■ Activity ■
After reading the data below, copy out every line that contains the word "roads".

*** Opening of Provided records ***

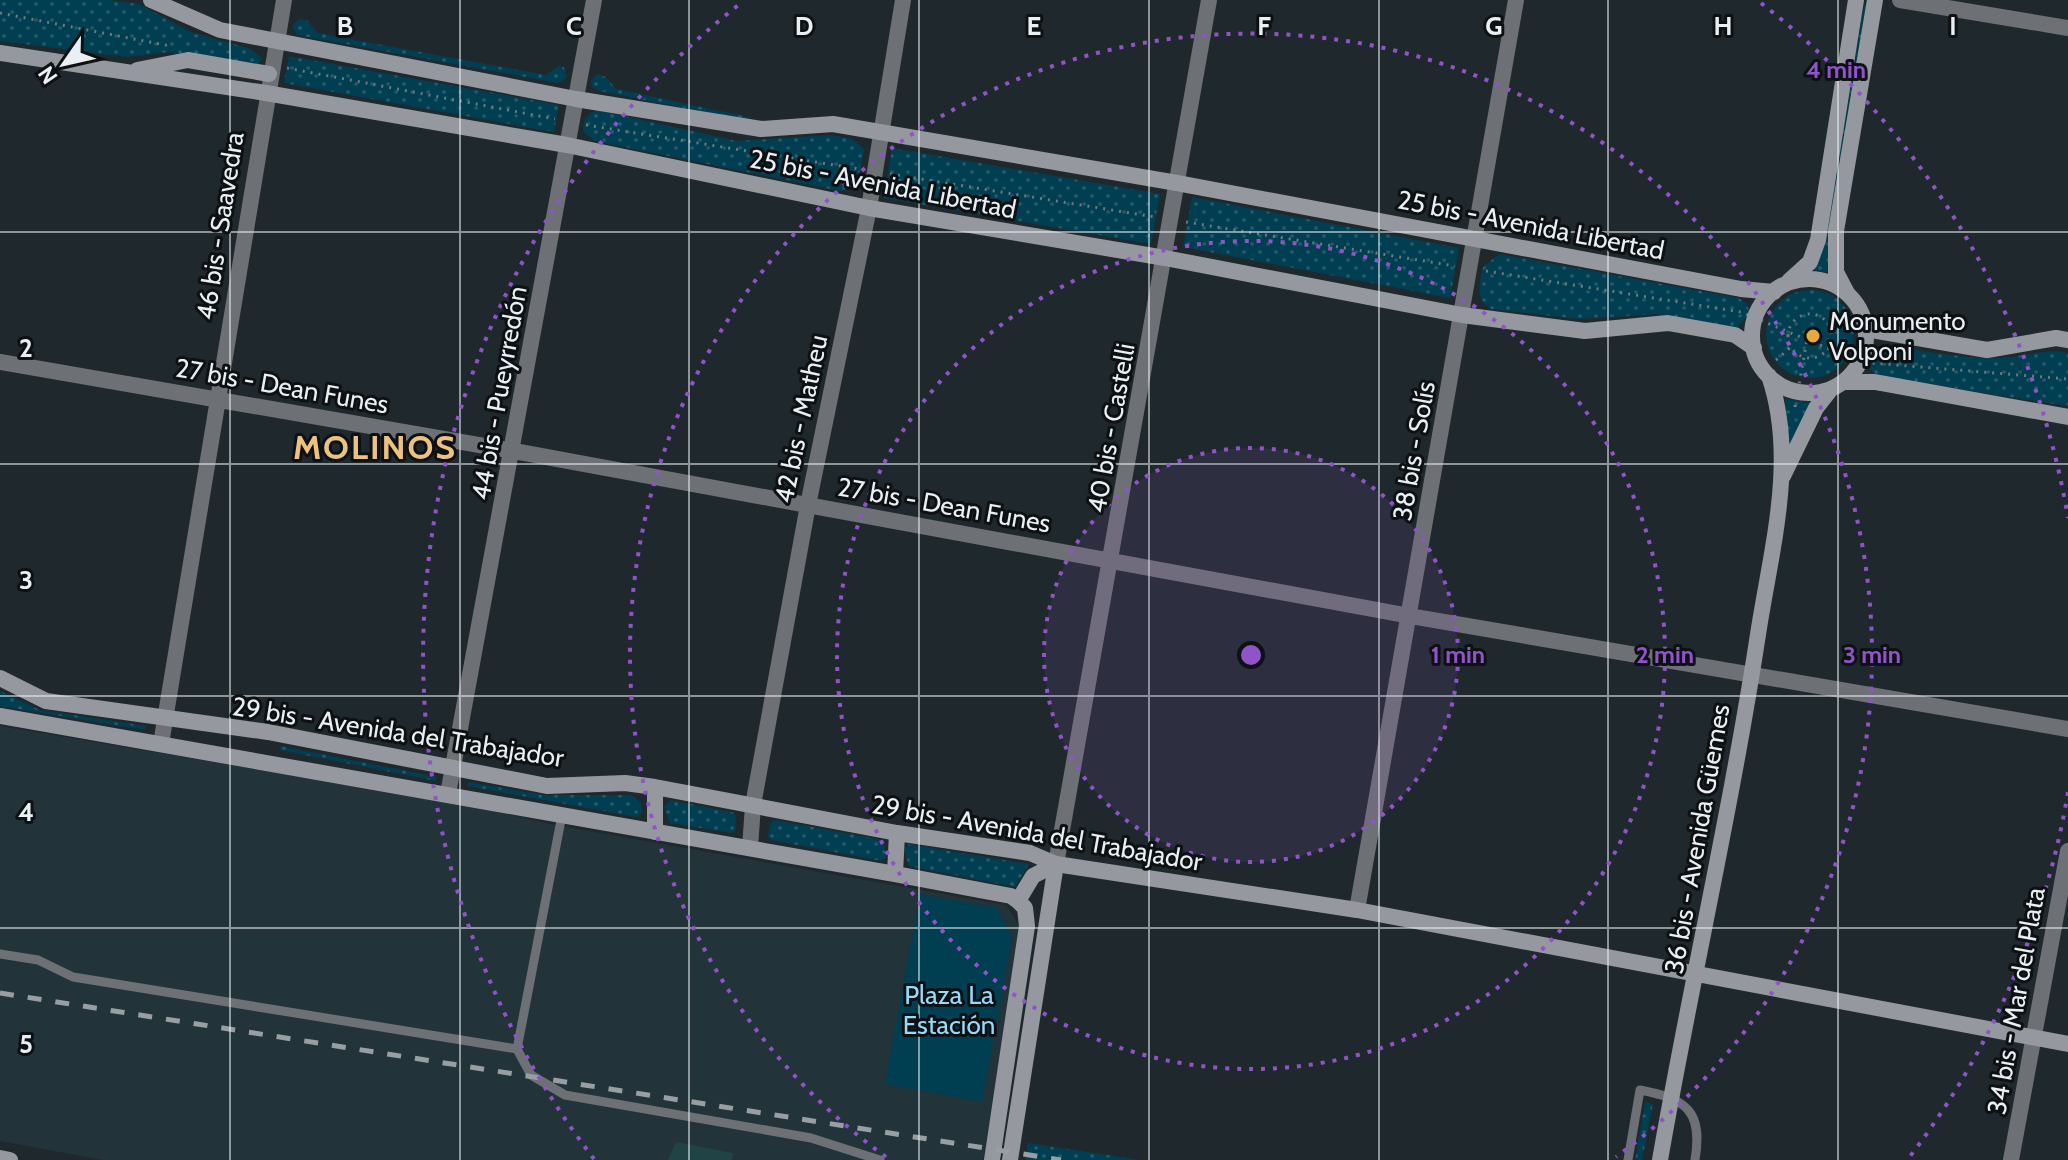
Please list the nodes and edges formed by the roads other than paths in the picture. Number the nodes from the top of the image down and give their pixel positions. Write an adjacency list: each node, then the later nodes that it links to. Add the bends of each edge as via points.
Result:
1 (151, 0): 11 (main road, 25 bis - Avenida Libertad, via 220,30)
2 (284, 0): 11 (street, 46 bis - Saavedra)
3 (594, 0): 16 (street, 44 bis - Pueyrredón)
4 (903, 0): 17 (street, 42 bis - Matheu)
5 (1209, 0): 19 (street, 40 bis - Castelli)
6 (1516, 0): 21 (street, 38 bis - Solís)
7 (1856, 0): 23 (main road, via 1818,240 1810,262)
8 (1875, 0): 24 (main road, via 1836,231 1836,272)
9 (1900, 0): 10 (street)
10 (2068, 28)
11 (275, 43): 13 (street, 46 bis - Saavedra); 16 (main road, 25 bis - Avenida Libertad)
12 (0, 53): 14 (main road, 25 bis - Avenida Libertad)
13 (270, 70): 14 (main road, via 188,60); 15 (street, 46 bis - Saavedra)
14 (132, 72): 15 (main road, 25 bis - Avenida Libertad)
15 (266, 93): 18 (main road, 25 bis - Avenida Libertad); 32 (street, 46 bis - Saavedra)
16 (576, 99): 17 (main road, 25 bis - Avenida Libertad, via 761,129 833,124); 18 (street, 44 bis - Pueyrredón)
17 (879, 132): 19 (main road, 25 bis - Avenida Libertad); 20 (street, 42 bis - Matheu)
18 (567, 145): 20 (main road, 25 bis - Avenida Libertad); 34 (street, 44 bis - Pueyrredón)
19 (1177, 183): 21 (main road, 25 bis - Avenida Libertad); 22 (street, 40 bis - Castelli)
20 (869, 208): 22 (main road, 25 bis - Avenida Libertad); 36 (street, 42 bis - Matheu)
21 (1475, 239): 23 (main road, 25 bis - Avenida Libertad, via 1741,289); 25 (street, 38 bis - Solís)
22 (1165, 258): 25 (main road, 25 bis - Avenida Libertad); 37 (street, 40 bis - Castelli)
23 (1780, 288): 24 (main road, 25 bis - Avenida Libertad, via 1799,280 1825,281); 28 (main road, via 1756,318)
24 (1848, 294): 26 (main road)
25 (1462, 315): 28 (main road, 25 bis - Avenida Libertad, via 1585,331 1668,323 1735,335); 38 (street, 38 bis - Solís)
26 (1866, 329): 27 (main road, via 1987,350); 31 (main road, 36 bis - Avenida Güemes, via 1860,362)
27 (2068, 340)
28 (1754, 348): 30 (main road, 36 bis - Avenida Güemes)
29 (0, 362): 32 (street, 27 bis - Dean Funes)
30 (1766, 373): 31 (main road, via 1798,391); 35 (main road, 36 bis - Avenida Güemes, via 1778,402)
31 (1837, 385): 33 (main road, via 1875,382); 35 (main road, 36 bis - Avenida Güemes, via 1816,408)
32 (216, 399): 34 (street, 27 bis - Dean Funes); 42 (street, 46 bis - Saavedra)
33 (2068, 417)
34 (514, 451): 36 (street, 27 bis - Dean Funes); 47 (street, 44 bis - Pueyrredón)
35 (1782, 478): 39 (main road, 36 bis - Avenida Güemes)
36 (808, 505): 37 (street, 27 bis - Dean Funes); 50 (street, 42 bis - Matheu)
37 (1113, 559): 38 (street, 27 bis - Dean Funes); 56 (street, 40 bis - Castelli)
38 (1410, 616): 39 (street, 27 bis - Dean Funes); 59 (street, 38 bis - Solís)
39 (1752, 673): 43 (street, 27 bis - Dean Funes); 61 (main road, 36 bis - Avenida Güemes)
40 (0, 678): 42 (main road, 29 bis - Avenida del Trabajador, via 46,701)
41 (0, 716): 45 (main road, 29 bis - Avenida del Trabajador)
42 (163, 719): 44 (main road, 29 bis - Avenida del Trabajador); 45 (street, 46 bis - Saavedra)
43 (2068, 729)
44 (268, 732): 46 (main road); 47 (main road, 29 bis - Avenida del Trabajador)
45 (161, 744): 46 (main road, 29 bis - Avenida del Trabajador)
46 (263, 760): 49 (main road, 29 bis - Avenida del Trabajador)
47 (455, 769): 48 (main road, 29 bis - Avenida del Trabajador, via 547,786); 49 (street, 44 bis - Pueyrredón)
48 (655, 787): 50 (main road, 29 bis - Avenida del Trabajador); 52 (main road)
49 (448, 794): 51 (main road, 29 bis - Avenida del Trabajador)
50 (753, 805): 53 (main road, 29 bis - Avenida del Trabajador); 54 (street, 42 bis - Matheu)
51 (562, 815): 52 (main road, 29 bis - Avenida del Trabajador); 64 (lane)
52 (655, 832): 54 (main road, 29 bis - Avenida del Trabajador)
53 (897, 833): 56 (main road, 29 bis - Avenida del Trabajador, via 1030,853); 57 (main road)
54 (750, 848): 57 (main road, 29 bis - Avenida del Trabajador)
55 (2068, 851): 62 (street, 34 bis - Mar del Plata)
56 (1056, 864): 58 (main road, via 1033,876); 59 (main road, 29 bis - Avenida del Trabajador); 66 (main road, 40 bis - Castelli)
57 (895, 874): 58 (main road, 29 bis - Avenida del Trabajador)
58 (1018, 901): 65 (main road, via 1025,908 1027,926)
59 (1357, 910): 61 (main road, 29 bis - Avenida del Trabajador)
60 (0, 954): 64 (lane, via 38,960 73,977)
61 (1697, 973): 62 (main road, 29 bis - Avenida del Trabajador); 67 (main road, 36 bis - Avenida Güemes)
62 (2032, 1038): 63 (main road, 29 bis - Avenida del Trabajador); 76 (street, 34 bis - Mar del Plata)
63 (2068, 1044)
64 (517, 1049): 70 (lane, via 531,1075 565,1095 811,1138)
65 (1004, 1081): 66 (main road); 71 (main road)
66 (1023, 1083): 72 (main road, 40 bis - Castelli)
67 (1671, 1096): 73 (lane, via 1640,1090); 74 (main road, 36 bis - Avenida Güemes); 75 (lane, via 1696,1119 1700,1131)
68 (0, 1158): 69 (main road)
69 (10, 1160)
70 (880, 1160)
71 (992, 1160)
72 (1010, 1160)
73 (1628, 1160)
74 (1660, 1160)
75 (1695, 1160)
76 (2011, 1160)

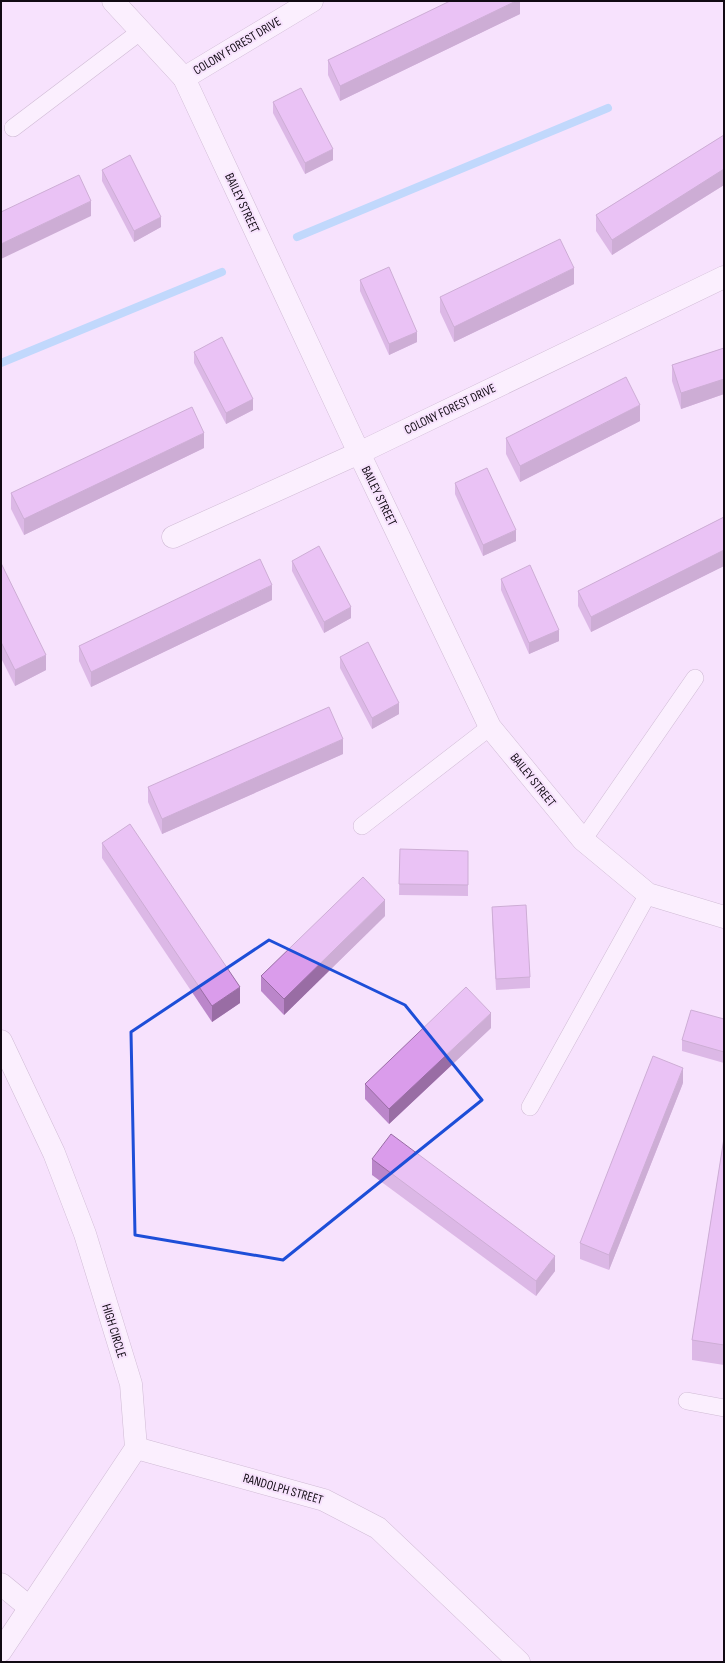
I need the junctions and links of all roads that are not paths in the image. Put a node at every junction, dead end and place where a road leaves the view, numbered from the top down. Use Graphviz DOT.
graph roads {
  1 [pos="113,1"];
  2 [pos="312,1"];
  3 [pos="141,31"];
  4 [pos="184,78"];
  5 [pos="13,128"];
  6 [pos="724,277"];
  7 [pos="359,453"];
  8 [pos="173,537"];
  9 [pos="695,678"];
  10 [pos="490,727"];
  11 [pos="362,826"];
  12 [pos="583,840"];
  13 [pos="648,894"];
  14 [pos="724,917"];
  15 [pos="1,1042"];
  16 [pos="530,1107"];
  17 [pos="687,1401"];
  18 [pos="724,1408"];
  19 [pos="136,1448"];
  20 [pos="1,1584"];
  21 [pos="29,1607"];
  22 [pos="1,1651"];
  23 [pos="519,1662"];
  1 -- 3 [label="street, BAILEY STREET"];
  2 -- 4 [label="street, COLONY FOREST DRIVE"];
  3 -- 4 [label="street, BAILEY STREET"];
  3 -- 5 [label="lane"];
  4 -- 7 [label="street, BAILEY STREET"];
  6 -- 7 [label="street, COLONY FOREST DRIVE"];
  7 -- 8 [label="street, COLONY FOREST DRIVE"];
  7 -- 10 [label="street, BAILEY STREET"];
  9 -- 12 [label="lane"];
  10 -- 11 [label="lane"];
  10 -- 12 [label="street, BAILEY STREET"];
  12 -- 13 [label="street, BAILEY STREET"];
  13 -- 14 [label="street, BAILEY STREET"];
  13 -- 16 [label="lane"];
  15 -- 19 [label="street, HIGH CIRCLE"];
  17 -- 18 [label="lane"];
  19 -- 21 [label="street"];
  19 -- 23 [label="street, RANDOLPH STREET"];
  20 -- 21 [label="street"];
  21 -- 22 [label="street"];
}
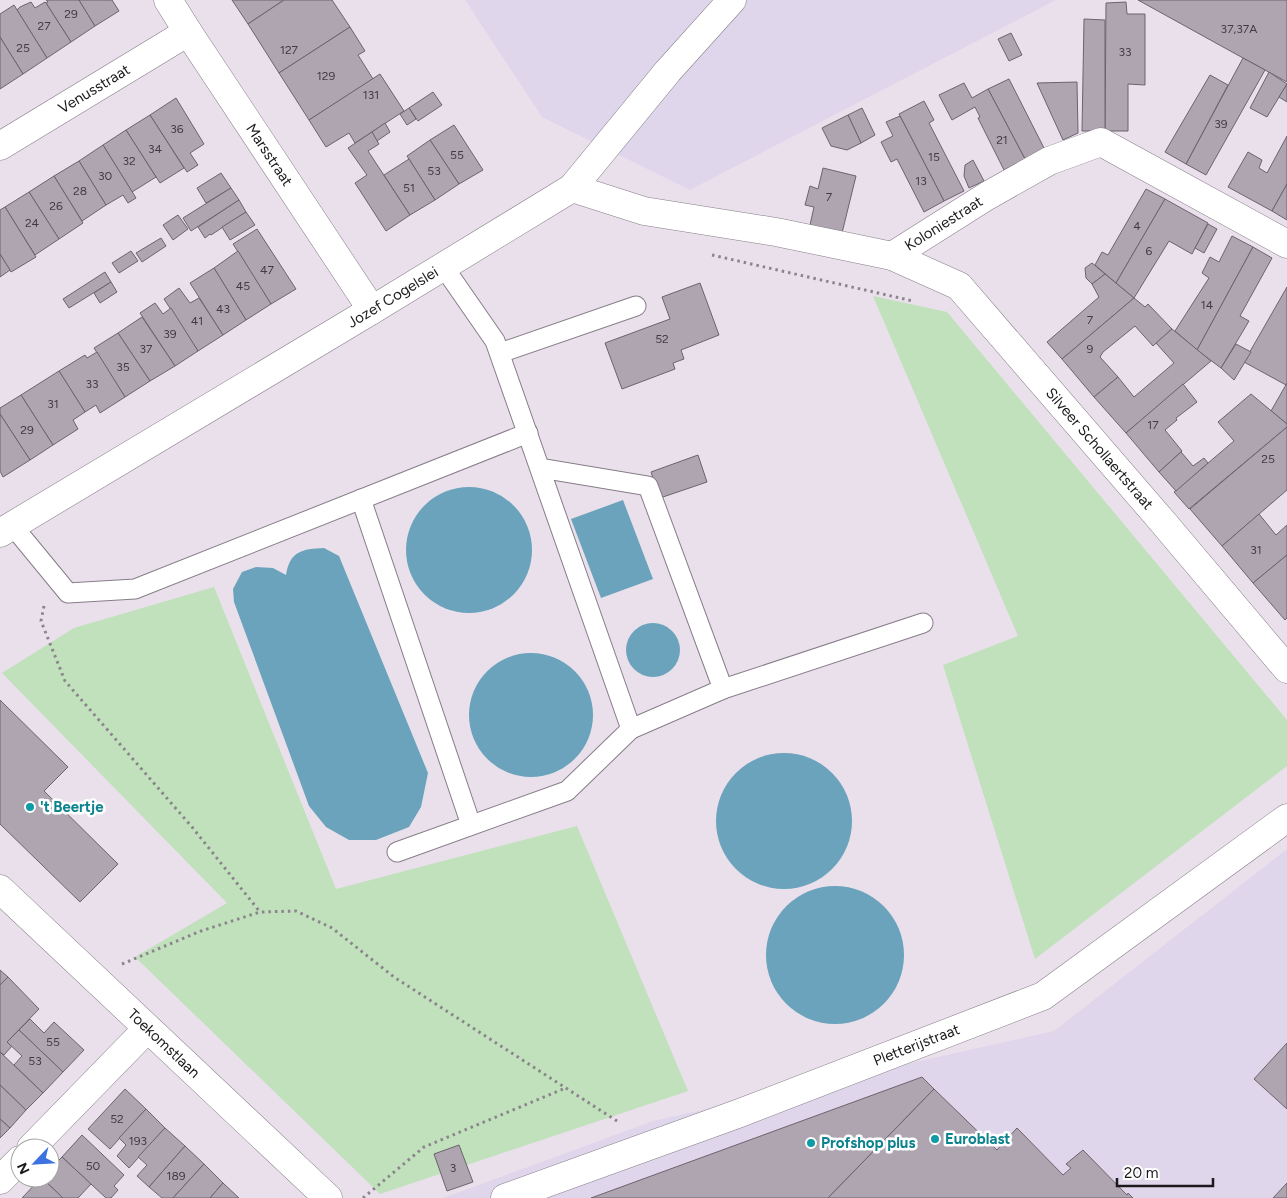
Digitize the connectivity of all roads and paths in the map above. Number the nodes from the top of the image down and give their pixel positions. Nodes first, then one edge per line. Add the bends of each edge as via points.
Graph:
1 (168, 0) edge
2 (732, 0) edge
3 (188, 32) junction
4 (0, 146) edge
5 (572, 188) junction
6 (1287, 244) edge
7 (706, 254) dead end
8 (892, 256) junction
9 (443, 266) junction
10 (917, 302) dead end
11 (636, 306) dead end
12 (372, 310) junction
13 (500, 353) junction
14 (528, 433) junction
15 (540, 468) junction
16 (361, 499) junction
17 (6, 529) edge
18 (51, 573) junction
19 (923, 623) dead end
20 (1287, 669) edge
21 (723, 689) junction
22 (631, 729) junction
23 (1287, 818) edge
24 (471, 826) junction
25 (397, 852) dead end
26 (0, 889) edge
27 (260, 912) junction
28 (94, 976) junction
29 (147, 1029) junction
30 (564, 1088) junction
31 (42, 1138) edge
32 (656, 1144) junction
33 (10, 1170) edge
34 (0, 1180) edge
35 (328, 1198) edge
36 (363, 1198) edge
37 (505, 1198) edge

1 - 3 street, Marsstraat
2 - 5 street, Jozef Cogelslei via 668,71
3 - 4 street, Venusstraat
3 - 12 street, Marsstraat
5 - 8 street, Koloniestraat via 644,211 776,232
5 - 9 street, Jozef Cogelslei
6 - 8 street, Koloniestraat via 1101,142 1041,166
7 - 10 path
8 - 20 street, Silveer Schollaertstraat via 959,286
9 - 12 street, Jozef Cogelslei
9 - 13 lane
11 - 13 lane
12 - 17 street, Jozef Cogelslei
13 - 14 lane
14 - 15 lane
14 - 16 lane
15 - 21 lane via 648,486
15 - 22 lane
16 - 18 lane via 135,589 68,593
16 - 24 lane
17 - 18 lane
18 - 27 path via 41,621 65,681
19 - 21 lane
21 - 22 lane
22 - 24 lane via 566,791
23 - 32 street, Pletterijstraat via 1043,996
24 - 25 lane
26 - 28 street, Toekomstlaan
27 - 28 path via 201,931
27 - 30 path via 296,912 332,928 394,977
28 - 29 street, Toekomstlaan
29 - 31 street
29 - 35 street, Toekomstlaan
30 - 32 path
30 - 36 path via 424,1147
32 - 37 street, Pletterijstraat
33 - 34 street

*** Close of Provided records ***

■ Task output ■
Please list the nodes and edges formed by the roads other than paths in the picture. Number the nodes from the top of the image down and give their pixel positions. Write an adjacency list: each node, then the later nodes that it links to. Add the bends of each edge as via points.
I need the junctions and links of all roads that are not paths in the image. Put a node at every junction, dead end and place where a road leaves the view, numbered from the top down. Use Graphviz DOT.
graph roads {
Digitize the connectivity of all roads and paths in the map above. Number the nodes from the top of the image down and give their pixel positions. Nodes first, then one edge per line. Add the bends of each edge as via points.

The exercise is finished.